I agree cloud is marketing construction but it gives the power to the business departments to do IT when they like how they like it.
The are some use cases where cloud computing makes sense - something that very rarely goes wrong, so you don't have the staff to fix it when it does (e.g. email), highly specialised applications, or forbusinesses too small to own the infrastructure they need. But, as you say, for the most part it is just buzzword bollockry.
Just because Amazon and their ilk are losing money by selling below cost doesn't mean that all sensible providers are doing the same. There is a fast growing market for local country based Service Providers who offer a good service, at a sensible price point with real, measurable SLAs.
These providers aren't faceless giants, they are medium sized organisations who know their customers, are financially stable and will not disappear when the customer experiences problems. More importantly they aren't faceless robots, you can meet their people and build a strong working relationship.
I could name 20 very good SP's in the UK who offer a far better quality of service than Amazon at an equivalent price - yes, the big shock is that Amazon isn't actually that cheap once you scale your service.
As usual, there's a bunch of idiots in charge of business who jump on this latest bandwagon and force the rest of us to try make it work. When it fails, they get a payoff and head to the next business to wreck, blaming those who attempted to make it work despite knowing it was a white elephant!
There is no value to me as an end user in hiring storage, software or computing.
Why put my data in a place where it can be ransomed or sold without my consent?
The only reason for an end user to use the Cloud is due to the lack of alternatives offered.
Worked for a few small technology companies over the years and I can safely say none of them will ever store company sensitive data online or use any cloud application during the design of any products.
However, they all would happily sell cloud services since it is a license to print money.
This market will implode once a price tag, in real terms, is put to the ultimate customer.
Public Cloud is outsourced IT, period.

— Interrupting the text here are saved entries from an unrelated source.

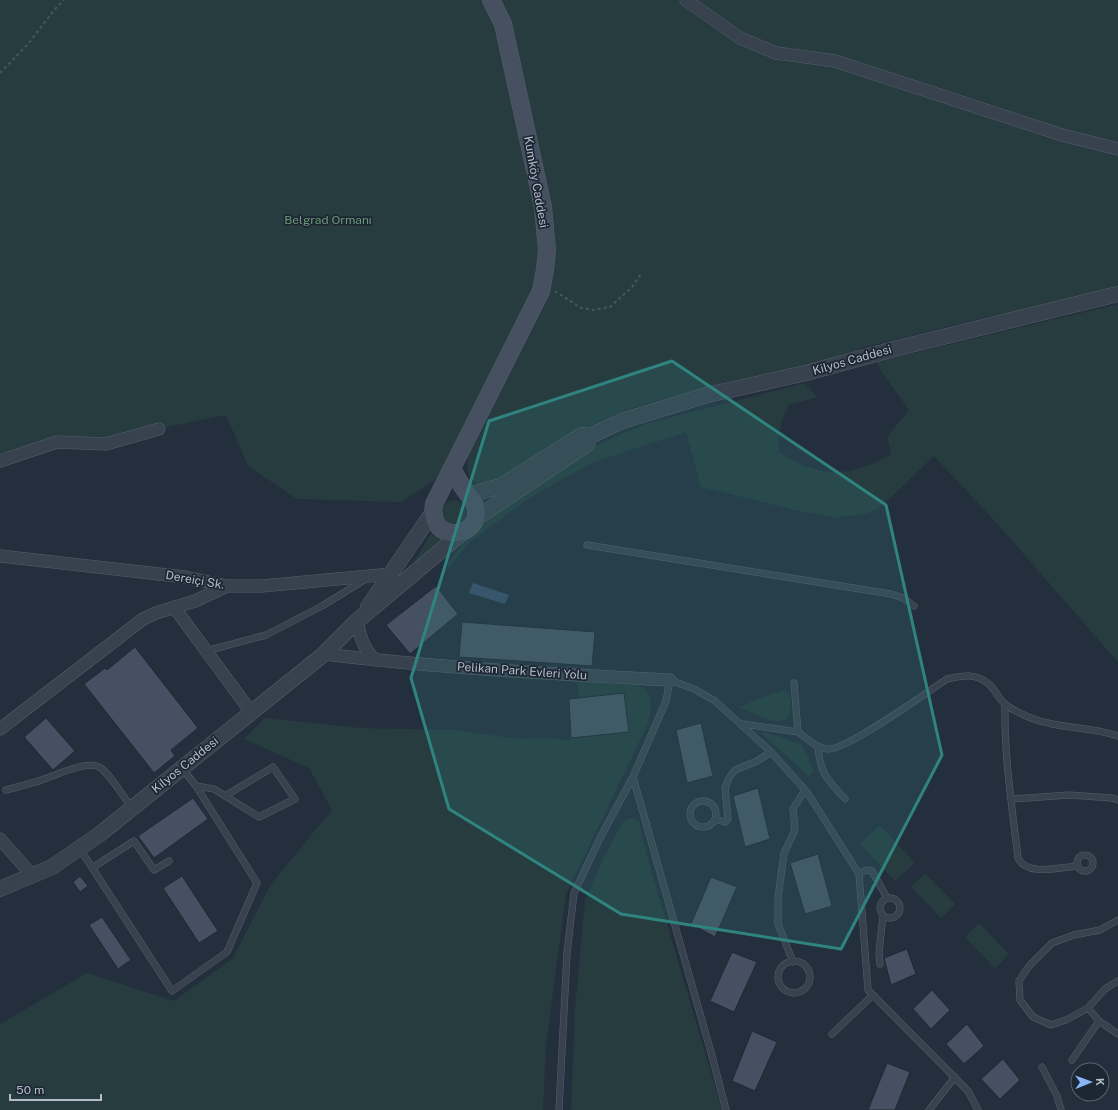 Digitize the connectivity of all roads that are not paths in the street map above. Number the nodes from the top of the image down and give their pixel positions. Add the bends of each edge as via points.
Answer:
1 (491, 0) edge
2 (686, 0) edge
3 (1118, 149) edge
4 (1118, 294) edge
5 (159, 429) dead end
6 (590, 436) junction
7 (0, 461) edge
8 (452, 469) junction
9 (467, 494) junction
10 (436, 504) junction
11 (475, 519) junction
12 (462, 533) junction
13 (587, 545) dead end
14 (0, 556) edge
15 (391, 574) junction
16 (370, 576) junction
17 (228, 586) junction
18 (914, 606) dead end
19 (174, 607) junction
20 (358, 621) junction
21 (206, 651) junction
22 (324, 654) junction
23 (375, 660) junction
24 (670, 680) junction
25 (794, 683) dead end
26 (1005, 704) junction
27 (251, 712) junction
28 (743, 724) junction
29 (0, 728) edge
30 (798, 732) junction
31 (1118, 736) edge
32 (818, 746) junction
33 (771, 752) junction
34 (182, 768) junction
35 (633, 777) junction
36 (196, 786) junction
37 (6, 790) dead end
38 (805, 790) junction
39 (225, 796) junction
40 (846, 799) dead end
41 (1011, 799) junction
42 (1118, 800) edge
43 (132, 808) junction
44 (715, 819) junction
45 (0, 839) edge
46 (80, 848) junction
47 (169, 861) dead end
48 (1078, 866) dead end
49 (92, 868) junction
50 (859, 874) junction
51 (32, 875) junction
52 (0, 889) edge
53 (887, 898) junction
54 (883, 915) junction
55 (1118, 920) edge
56 (793, 962) junction
57 (880, 964) dead end
58 (1118, 981) edge
59 (873, 995) junction
60 (1088, 1008) junction
61 (1099, 1021) junction
62 (832, 1034) dead end
63 (1118, 1034) edge
64 (1072, 1060) dead end
65 (1042, 1067) dead end
66 (955, 1077) junction
67 (559, 1110) edge
68 (726, 1110) edge
69 (929, 1110) edge
70 (978, 1110) edge
71 (1061, 1110) edge

1 - 8 main road, Kumköy Caddesi via 503,24 543,207 547,250 541,291
2 - 3 street via 740,38 776,53 835,61 1062,135
4 - 6 street, Kilyos Caddesi via 806,373 707,395 622,421
5 - 7 street via 106,444 57,442
6 - 9 street, Kilyos Caddesi via 582,435 501,486
6 - 11 street via 587,444
8 - 9 main road
8 - 10 main road, Kumköy Caddesi
9 - 10 main road via 448,491
9 - 11 main road via 474,502
10 - 12 main road via 434,519 440,527 447,532
10 - 15 street
11 - 12 main road
12 - 20 street
13 - 18 lane via 891,594 903,598
14 - 17 street, Dereiçi Sk. via 185,577
15 - 16 street, Dereiçi Sk.
15 - 20 street
16 - 17 street, Dereiçi Sk. via 262,586
16 - 21 lane via 322,606 266,635
17 - 19 street
19 - 21 street
19 - 29 street via 143,619
20 - 22 street, Kilyos Caddesi
20 - 23 street via 365,648
21 - 27 street
22 - 23 street, Pelikan Park Evleri Yolu
22 - 27 street, Kilyos Caddesi
23 - 24 street, Pelikan Park Evleri Yolu
24 - 28 lane via 715,701
24 - 35 lane via 666,701
25 - 30 lane
26 - 31 lane via 1026,716 1058,726
26 - 32 lane via 989,684 976,676 963,675 947,679 837,748
26 - 41 lane via 1004,725
27 - 34 street, Kilyos Caddesi
28 - 30 lane
28 - 33 lane
30 - 32 lane
32 - 40 lane via 819,761 824,775
33 - 38 lane
33 - 44 lane via 735,770 725,788 728,819 725,822
34 - 36 lane
34 - 43 street, Kilyos Caddesi
35 - 67 lane via 574,893 567,953
35 - 68 lane
36 - 39 lane via 214,789
36 - 49 lane via 257,883 227,952 172,991
37 - 43 lane via 72,769 92,766 105,772
38 - 50 lane
38 - 56 lane via 792,809 795,830 784,853 778,898 778,924
39 - 39 lane via 274,766 295,799 260,817
41 - 42 lane via 1069,795
41 - 48 lane via 1018,858 1021,864 1030,870
43 - 46 street, Kilyos Caddesi
44 - 44 lane via 716,810 707,801 698,802 692,808 691,820 698,826 710,826
45 - 51 street
46 - 49 lane
46 - 51 street, Kilyos Caddesi via 52,867
47 - 49 lane via 154,870 134,841
50 - 53 lane via 866,870 872,871
50 - 59 lane via 868,990
51 - 52 street, Kilyos Caddesi
53 - 54 lane via 880,906
53 - 54 lane via 897,900 900,909 898,915 892,918
54 - 57 lane
55 - 60 lane via 1100,930 1052,943 1029,966 1020,981 1020,1000 1033,1017 1051,1024 1066,1020
56 - 56 lane via 803,964 810,972 810,978 806,988 792,993 780,984 779,974 784,965
58 - 60 lane via 1105,989
59 - 62 lane
59 - 66 lane
60 - 61 lane
61 - 63 lane
61 - 64 lane
65 - 71 lane
66 - 69 lane
66 - 70 lane via 968,1091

You are putting your IT in the hands of someone else. They could be idiots that look good on paper with a marketing staff that has no scruples. Your trust is not just in the technology, but the business model and business competence of the outsourcer. Cloud company failures will continue. There is no cloud magic - you have to make money to stay in business.
Sure, if you're a corporation, put your data on the cloud. Make it easier for the privateers running the NSA's spying operation to get hold of your secrets. Put yourself in line for corporate espionage (see Petrobras) and perhaps economic sabotage if the spies don't like you.
Whether you like it or not, cloud in all shapes and forms is here to stay. Public, Private, hybrid. The key point is surely that the use case for the application will determine how / where it should be hosted. If you have a key application with sensitive data, putting this in a public cloud may be career limiting for you.
You also get what you pay for. If you are going to the cheap end of the cloud provider spectrum, having an appropriate contingency plan in place when then go bust would be advisable.